Sabe que a gente sofre muito para justificar os preços por aqui. A resposta do cliente é sempre a mesma: Nós não bebemos imposto, então compro o mais em conta...
Marcelo Miguel
Garrafeira do Carmo - SP
Silvia!
ResponderExcluirAqui no RS sofremos ainda mais com os altos impostos do vinho brasileiro, por causa da proximidade com as fronteiras. Ir para Rivera ou Jaguarão (principalmente, é mais perto) comprar vinho é programa de fim de semana de muita gente de grana, que poderia gastar mais por aqui mesmo. É permitido trazer, dentro da cota legal, 24 garrafas por CPF! Um carro com 4 pessoas...

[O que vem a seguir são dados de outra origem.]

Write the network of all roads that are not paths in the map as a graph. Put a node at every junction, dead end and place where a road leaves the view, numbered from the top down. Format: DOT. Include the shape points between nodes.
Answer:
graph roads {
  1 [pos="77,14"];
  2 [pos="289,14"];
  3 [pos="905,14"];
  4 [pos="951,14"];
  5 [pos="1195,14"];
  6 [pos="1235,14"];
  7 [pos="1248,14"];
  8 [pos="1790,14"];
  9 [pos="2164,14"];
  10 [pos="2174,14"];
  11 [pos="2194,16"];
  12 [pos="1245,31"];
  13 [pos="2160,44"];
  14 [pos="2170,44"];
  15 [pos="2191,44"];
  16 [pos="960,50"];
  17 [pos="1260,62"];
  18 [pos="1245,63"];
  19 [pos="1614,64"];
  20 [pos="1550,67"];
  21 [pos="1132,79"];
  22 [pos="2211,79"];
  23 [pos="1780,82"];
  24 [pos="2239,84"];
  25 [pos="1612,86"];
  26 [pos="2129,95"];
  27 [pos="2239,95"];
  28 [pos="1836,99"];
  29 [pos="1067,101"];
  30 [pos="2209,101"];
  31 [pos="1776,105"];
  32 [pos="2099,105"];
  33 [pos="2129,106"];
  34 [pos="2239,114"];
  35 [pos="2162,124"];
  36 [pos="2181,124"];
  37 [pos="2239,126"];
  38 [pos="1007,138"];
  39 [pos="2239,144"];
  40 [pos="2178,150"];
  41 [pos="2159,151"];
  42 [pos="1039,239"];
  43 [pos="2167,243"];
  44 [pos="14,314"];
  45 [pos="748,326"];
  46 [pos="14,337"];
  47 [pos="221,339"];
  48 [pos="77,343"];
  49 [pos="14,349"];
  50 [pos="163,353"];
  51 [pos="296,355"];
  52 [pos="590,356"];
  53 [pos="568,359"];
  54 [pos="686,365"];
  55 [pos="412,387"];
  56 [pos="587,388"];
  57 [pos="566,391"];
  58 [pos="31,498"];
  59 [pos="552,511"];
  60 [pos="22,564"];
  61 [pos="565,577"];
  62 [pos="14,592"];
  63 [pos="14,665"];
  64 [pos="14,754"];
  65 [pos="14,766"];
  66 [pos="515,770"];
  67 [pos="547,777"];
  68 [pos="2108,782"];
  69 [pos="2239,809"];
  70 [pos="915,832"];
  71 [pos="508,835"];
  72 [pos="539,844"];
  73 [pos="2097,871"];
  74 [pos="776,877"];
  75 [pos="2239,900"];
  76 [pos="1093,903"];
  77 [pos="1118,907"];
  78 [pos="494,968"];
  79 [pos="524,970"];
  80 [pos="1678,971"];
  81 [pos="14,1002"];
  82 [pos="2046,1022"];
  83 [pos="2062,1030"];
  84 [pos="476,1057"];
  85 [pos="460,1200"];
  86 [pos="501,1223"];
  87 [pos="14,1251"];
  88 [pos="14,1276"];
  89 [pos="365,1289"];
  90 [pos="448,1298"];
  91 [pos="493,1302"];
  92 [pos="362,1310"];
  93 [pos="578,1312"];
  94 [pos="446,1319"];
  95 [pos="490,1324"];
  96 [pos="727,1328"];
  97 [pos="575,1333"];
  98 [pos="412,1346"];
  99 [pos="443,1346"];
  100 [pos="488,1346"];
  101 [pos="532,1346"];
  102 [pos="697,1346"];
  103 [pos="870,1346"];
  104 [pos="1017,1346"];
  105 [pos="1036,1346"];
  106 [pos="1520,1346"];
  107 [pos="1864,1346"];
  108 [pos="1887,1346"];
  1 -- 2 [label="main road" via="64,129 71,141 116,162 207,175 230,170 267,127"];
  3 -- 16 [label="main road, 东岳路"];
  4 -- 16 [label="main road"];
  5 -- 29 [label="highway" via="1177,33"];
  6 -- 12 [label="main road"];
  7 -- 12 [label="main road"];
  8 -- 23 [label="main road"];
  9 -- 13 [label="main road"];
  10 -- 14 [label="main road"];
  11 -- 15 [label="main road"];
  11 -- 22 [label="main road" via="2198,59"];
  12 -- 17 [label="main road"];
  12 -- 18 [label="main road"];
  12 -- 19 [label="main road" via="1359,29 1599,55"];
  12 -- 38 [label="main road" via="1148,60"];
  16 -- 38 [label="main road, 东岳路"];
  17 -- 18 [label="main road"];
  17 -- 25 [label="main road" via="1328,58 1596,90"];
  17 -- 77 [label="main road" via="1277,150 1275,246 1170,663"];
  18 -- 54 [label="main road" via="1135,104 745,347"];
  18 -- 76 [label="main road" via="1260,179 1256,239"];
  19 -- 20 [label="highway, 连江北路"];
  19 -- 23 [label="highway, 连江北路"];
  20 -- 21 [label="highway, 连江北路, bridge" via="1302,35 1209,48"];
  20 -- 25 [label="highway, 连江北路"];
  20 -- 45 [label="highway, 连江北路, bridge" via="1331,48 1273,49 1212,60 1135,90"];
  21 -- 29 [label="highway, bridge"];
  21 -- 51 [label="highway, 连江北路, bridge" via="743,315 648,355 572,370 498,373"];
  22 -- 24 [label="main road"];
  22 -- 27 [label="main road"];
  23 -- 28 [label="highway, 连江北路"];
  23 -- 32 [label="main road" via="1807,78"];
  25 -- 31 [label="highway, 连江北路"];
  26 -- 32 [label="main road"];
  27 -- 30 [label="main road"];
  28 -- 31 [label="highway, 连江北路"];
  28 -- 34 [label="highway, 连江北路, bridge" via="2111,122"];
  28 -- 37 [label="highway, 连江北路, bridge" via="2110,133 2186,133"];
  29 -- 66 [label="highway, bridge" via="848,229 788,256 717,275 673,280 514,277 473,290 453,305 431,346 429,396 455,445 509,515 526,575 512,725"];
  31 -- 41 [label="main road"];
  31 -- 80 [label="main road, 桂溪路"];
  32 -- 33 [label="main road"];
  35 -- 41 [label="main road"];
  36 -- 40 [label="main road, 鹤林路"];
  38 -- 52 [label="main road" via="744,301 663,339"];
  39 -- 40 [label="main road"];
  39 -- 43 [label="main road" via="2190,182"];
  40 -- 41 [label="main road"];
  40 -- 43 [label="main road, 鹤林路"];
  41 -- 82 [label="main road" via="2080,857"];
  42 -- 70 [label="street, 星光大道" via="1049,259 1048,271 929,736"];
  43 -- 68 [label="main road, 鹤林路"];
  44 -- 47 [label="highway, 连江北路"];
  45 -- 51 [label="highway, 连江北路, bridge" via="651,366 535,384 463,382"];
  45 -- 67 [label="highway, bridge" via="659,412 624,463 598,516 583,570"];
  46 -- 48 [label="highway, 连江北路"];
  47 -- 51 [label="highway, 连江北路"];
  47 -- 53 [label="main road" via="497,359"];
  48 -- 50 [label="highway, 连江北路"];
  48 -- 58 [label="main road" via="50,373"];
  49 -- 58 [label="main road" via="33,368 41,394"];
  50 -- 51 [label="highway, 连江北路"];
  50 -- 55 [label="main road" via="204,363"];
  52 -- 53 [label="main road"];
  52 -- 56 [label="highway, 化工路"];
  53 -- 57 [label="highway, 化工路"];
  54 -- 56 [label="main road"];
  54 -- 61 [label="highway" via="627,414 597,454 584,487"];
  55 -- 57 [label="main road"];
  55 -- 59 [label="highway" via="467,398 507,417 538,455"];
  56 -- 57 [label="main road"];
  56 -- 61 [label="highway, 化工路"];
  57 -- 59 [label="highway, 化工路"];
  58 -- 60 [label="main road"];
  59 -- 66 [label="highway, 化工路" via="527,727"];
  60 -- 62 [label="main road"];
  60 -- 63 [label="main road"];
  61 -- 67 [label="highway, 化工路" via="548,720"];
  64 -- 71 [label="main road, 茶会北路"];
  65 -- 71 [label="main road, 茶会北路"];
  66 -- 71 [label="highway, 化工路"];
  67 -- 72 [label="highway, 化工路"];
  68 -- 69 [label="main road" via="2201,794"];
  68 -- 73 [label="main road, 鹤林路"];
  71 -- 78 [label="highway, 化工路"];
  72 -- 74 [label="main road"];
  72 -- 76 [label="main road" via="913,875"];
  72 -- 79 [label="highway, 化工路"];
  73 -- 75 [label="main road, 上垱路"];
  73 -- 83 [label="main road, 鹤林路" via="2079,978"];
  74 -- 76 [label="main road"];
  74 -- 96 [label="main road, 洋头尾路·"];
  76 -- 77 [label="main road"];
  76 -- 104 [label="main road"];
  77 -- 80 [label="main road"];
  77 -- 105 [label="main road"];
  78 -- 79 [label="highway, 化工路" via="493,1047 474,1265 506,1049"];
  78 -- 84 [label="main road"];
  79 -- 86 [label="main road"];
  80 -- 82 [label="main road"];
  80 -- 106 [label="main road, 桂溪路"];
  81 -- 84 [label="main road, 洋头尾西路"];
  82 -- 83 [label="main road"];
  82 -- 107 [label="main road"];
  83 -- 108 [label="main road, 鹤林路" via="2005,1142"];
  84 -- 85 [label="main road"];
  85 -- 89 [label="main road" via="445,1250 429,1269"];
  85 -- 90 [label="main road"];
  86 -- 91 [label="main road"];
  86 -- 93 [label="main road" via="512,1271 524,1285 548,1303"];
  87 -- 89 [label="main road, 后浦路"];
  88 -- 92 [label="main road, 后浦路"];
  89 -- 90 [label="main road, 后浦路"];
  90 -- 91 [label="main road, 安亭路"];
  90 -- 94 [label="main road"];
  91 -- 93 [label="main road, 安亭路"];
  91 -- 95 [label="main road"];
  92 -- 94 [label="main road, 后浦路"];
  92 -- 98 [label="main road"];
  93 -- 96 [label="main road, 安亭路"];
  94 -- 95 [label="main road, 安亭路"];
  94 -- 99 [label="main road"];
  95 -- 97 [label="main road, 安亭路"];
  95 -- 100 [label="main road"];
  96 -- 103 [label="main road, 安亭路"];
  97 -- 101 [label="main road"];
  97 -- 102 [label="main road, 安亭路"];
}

Com relação ao vinho nacional em supermercados, para entrar numa grande rede, tipo Carrefour, Zaffari (que é nosso mercado gaúcho super premium) são tantas as exigências, tanta exploração que a maioria dos pequenos não consegue entrar. Aí tem a alternativa das lojas de vinho, que são menos acessíveis (digo em localização e não em preço) e podem intimidar alguns consumidores.
É um assunto bem complicado!
Espero que dê tudo certo no aníver do teu pai e que vcs bebam bons vinhos (brasileiros!)
Bjks
P.S.: te mandei um e-mail!
Silvinha, gostei muito do que você escreveu acerca do vinho nacional, é pura verdade, quem gosta de provar novos vinhos nem sempre é favorecido pelos preços.

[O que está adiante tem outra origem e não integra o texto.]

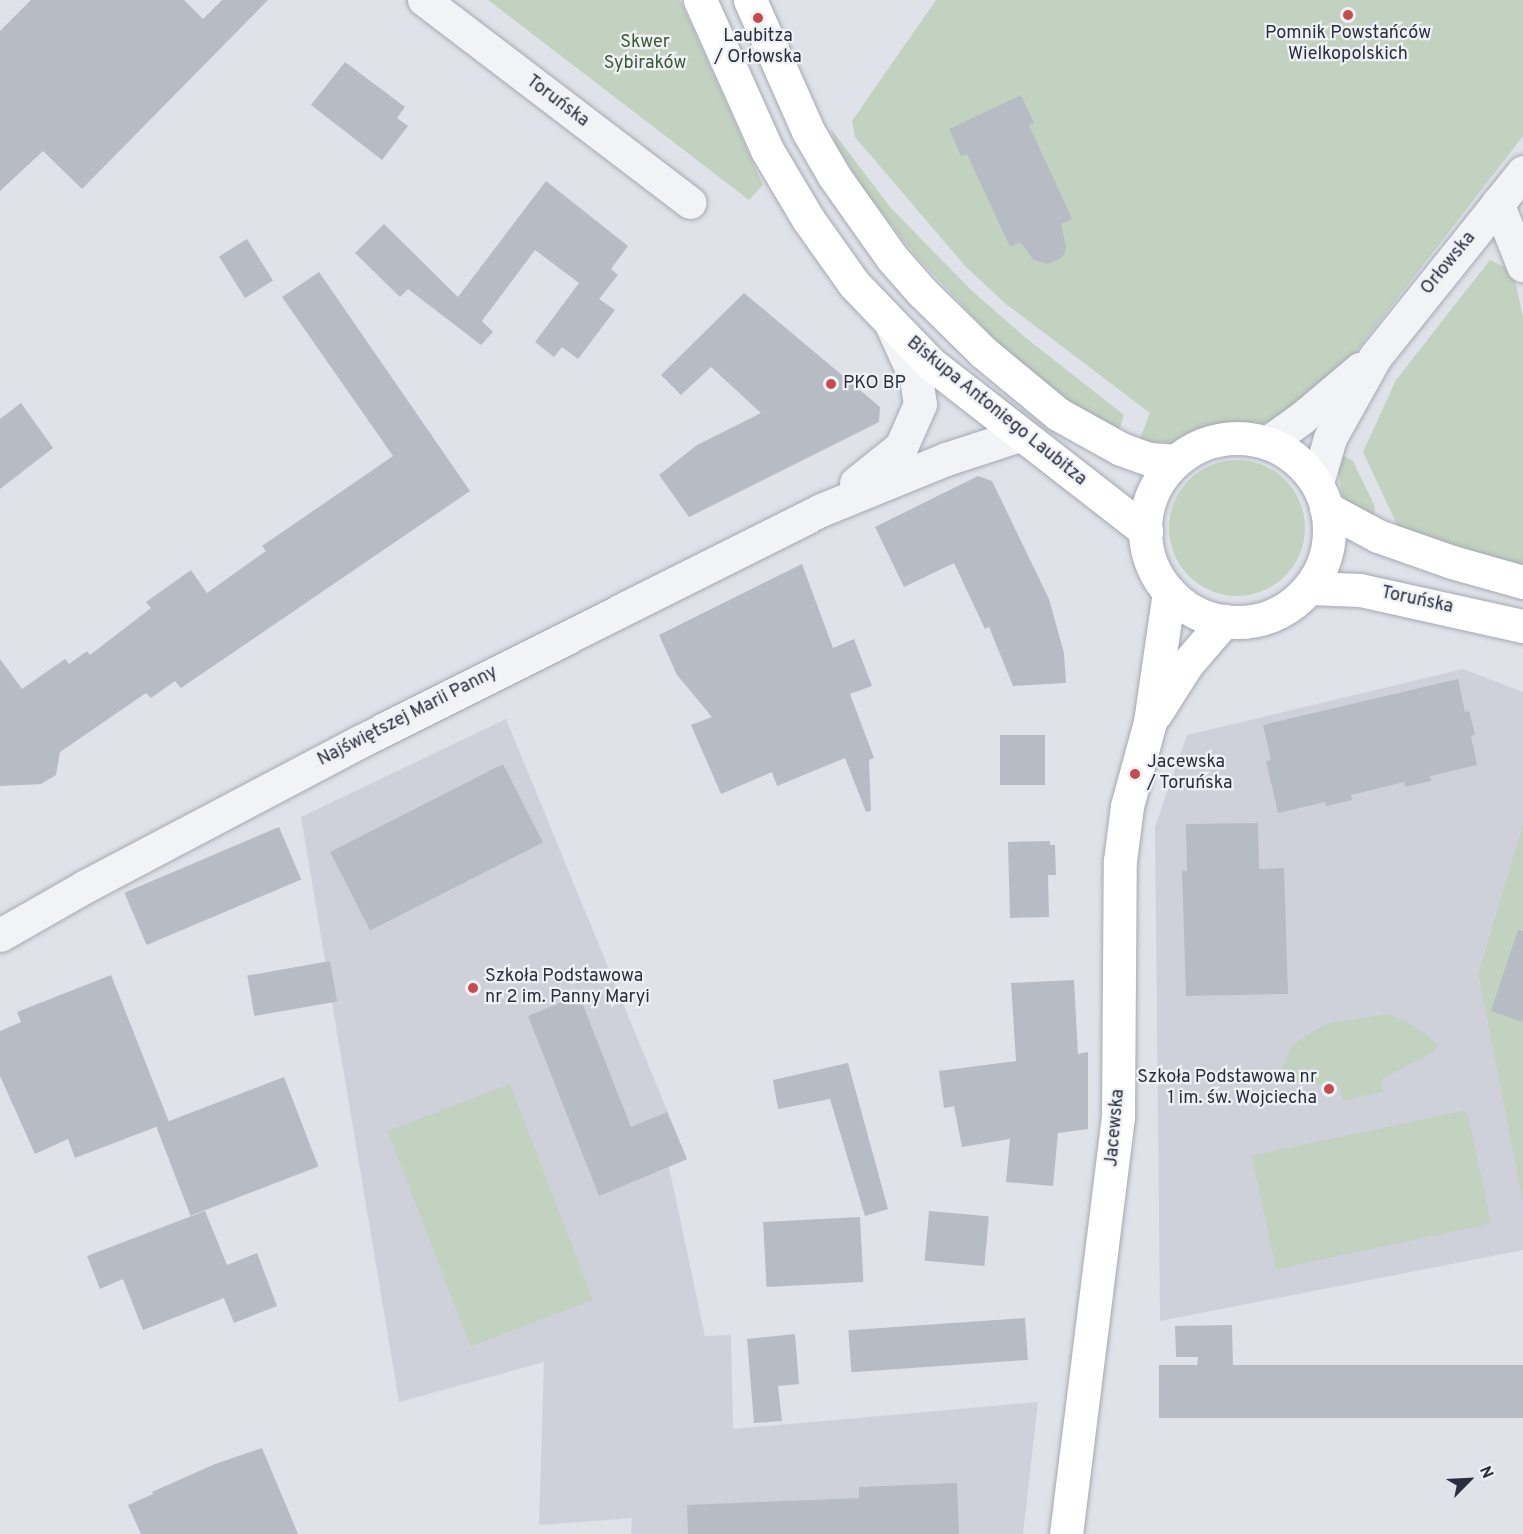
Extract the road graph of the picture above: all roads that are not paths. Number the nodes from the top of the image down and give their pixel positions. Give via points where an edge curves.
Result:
1 (424, 0) edge
2 (700, 0) edge
3 (750, 0) edge
4 (1523, 172) edge
5 (690, 203) dead end
6 (1498, 203) junction
7 (1523, 266) edge
8 (892, 326) junction
9 (1375, 357) junction
10 (1020, 435) junction
11 (1267, 442) junction
12 (1176, 461) junction
13 (1322, 495) junction
14 (821, 510) junction
15 (1146, 531) junction
16 (1523, 582) edge
17 (1309, 588) junction
18 (1169, 592) junction
19 (1224, 621) junction
20 (1523, 626) edge
21 (1150, 722) junction
22 (0, 935) edge
23 (1066, 1534) edge

1 - 5 street, Toruńska
2 - 8 main road, Biskupa Antoniego Laubitza via 766,150 808,219
3 - 12 main road, Biskupa Antoniego Laubitza via 808,131 834,176 892,258 922,292 983,351 1058,414 1121,449 1149,459
4 - 6 street, Orłowska
6 - 7 street
6 - 9 street, Orłowska
8 - 10 main road, Biskupa Antoniego Laubitza via 930,363
8 - 14 street, Najświętszej Marii Panny via 916,379 920,404 915,420 901,447
9 - 11 street, Orłowska
9 - 13 street, Orłowska via 1329,438
10 - 14 street, Najświętszej Marii Panny via 946,459
10 - 15 main road, Biskupa Antoniego Laubitza
11 - 12 main road via 1248,438 1219,440
11 - 13 main road via 1295,458
12 - 15 main road via 1154,491
13 - 16 main road via 1378,536
13 - 17 main road via 1329,541 1319,573
14 - 22 street, Najświętszej Marii Panny via 359,742
15 - 18 main road via 1156,574
17 - 19 main road via 1285,609 1256,620
17 - 20 main road, Toruńska via 1360,590
18 - 19 main road via 1187,607
18 - 21 main road, Jacewska
19 - 21 main road, Jacewska via 1187,664
21 - 23 main road, Jacewska via 1127,806 1120,861 1118,1117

ResponderExcluirAcredito, tambem, que o produtor é, em parte, responsavel pelo preço e eles deveriam rever todos os gastos que envolvem a elaboraçao do vinho e tentar melhorar essa situação.
Parabens , percebemos que o amargor do tanino além de ser desagradável, pode causar INDIGNAÇÃO.
Seu pai Etore
Silvia, assunto abordado de forma coerente e precisa, um outro problema que enfrentamos é que o someliers só querem provar mais do mesmo, ou seja, só provam vinhos pontuados e de vinicolas conhecidas, o que reduz, e muito, o leque de produtos a que poderiamos ter acesso!